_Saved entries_

··········

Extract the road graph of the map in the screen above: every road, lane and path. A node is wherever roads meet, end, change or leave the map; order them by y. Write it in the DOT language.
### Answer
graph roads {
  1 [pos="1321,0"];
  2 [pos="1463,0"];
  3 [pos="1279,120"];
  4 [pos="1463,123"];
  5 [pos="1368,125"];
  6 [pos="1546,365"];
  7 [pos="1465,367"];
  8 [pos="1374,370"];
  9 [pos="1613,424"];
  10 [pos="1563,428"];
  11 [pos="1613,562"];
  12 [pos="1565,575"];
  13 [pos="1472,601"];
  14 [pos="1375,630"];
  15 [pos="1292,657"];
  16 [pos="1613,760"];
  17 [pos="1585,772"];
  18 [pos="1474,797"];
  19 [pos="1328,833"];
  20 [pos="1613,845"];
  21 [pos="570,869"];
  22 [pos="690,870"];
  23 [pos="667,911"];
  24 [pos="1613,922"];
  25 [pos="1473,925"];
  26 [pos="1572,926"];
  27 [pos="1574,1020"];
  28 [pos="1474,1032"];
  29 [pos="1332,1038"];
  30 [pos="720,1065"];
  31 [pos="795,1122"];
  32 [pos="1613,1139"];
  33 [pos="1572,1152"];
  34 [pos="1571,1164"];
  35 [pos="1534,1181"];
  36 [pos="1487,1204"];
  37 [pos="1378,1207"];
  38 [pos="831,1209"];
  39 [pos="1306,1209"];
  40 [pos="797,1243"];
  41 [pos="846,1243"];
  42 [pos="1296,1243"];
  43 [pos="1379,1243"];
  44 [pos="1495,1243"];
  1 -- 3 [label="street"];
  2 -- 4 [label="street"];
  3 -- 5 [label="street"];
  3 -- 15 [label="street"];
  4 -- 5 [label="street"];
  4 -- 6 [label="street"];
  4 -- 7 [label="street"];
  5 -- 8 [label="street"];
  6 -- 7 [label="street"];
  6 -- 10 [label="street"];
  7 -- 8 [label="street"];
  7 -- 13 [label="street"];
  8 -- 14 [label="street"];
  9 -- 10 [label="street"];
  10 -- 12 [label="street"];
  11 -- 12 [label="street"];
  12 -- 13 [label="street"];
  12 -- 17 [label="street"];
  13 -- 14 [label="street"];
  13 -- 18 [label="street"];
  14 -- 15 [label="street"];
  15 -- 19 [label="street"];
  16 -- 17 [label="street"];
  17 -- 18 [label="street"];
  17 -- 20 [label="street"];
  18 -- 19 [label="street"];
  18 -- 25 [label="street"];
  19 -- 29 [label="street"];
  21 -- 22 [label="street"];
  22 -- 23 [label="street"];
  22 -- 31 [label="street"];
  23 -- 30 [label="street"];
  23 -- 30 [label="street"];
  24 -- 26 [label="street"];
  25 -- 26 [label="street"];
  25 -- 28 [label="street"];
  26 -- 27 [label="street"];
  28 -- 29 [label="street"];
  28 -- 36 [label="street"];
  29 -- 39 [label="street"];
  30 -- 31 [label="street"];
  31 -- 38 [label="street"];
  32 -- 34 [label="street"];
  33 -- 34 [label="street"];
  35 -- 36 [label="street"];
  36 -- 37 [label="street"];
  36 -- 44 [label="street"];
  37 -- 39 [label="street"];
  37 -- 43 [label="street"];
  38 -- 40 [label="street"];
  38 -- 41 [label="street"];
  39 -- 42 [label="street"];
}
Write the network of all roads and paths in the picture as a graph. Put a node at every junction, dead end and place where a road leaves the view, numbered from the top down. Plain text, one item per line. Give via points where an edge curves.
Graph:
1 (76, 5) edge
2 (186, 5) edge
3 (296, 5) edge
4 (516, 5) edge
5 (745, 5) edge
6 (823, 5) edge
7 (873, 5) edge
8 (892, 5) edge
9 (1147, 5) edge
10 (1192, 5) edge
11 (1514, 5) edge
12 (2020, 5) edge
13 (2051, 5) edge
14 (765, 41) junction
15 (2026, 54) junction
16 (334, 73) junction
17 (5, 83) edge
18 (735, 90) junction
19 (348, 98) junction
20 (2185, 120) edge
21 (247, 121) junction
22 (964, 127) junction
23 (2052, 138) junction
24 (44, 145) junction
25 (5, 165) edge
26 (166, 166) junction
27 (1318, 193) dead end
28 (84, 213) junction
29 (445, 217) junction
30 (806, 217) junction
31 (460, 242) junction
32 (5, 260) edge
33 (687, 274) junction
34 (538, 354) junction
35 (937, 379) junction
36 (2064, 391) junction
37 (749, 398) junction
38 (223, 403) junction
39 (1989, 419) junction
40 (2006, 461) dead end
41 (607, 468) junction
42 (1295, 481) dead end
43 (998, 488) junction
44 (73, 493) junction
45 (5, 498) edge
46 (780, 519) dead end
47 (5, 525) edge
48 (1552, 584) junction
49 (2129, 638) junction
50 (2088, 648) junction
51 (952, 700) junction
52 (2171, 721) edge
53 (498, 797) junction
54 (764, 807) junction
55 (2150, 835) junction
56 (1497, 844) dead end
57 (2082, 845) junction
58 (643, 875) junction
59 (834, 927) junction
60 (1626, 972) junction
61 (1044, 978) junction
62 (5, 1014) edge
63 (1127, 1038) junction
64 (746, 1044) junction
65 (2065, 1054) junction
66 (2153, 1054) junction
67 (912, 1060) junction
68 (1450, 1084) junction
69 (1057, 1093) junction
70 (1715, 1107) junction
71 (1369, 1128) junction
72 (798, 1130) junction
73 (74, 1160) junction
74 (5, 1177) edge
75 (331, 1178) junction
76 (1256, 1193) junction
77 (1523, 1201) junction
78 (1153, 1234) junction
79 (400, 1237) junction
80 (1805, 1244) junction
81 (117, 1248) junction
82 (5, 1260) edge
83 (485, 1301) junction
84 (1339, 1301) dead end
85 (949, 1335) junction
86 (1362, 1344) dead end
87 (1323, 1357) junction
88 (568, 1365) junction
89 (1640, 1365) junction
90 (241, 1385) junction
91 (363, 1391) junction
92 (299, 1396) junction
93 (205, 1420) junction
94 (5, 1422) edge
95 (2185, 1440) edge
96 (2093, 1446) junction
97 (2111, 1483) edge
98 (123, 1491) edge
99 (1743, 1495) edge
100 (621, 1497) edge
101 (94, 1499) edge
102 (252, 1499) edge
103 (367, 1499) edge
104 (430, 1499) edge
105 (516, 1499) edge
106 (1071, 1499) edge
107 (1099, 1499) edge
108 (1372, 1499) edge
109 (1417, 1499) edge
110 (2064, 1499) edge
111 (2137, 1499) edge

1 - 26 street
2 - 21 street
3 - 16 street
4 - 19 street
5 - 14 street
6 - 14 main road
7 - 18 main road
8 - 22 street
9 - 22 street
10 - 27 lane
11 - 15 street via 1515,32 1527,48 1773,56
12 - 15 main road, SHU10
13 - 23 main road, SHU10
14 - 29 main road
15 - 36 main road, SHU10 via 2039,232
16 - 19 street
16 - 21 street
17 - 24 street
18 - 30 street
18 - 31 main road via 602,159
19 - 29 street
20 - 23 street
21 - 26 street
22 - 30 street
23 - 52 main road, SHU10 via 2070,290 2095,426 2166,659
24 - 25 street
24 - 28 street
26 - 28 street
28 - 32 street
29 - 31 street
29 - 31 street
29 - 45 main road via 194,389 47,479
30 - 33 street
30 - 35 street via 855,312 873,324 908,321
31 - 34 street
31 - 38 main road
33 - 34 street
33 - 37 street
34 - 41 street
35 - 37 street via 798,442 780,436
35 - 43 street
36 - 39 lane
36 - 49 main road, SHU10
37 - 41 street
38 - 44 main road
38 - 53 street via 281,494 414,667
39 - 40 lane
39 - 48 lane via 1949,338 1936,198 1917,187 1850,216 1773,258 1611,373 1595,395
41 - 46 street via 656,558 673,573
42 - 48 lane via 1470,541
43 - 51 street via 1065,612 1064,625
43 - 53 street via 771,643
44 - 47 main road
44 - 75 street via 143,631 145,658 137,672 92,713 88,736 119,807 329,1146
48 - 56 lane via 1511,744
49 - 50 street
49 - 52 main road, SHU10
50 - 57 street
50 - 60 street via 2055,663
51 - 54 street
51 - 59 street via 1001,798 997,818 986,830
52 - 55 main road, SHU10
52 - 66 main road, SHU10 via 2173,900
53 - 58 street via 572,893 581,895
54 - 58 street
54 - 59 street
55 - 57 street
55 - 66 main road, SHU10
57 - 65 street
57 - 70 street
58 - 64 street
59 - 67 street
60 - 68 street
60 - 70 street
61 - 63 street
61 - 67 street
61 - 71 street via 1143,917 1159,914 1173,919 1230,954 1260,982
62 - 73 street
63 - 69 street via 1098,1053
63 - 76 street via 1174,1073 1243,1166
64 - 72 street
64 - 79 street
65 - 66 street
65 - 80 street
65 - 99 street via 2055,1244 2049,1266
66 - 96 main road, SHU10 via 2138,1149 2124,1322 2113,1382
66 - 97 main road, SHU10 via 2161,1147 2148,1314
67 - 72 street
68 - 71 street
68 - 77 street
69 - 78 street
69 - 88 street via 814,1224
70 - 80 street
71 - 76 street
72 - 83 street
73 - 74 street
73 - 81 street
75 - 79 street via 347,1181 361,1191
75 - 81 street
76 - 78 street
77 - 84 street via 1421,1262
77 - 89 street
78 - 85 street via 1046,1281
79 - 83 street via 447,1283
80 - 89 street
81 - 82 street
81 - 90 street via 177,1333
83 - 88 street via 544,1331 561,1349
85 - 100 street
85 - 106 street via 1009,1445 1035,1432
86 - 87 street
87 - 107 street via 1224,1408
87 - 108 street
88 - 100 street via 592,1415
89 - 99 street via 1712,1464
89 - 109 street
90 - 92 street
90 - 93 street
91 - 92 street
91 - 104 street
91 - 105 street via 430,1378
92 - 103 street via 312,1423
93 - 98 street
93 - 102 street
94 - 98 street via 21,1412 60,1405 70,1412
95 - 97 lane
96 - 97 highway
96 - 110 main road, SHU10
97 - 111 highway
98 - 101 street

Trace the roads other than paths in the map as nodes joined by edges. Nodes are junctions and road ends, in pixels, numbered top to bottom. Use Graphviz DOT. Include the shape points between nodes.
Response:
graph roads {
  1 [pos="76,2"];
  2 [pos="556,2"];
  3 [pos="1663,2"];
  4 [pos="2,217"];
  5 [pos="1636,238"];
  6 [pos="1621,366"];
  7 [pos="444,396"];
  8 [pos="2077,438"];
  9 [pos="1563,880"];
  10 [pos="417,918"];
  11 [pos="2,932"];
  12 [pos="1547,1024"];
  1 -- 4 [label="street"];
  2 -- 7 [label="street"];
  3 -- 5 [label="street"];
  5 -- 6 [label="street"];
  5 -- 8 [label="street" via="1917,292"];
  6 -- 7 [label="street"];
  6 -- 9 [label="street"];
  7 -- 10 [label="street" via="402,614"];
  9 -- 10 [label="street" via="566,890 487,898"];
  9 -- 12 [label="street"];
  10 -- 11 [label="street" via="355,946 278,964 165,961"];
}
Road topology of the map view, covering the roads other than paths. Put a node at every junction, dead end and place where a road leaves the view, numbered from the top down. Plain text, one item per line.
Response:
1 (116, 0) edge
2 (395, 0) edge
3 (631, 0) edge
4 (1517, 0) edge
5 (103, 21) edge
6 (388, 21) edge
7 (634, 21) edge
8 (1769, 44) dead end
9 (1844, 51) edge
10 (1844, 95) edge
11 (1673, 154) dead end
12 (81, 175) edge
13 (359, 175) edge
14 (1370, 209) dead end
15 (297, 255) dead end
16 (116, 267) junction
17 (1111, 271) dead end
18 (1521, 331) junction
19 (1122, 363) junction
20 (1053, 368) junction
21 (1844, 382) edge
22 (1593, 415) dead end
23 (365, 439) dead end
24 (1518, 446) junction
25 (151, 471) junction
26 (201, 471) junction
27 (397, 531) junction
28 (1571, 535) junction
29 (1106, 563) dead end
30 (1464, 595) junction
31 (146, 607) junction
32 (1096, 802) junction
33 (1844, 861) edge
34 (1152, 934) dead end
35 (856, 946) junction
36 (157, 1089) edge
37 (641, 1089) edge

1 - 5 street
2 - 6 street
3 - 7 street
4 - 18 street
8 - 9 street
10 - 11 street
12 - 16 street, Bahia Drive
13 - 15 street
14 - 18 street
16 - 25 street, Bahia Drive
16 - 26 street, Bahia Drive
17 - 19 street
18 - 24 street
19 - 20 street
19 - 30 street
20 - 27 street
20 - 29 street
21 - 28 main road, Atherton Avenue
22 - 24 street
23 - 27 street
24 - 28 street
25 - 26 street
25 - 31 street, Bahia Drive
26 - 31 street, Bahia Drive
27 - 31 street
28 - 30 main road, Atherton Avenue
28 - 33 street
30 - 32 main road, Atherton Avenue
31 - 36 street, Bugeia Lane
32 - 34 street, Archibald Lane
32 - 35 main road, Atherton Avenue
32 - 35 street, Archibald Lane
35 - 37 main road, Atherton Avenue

··········

_Directions for this task_
Please filter the entries for the word "Avenue" and copy the lines that have it.

_Response_
21 - 28 main road, Atherton Avenue
28 - 30 main road, Atherton Avenue
30 - 32 main road, Atherton Avenue
32 - 35 main road, Atherton Avenue
35 - 37 main road, Atherton Avenue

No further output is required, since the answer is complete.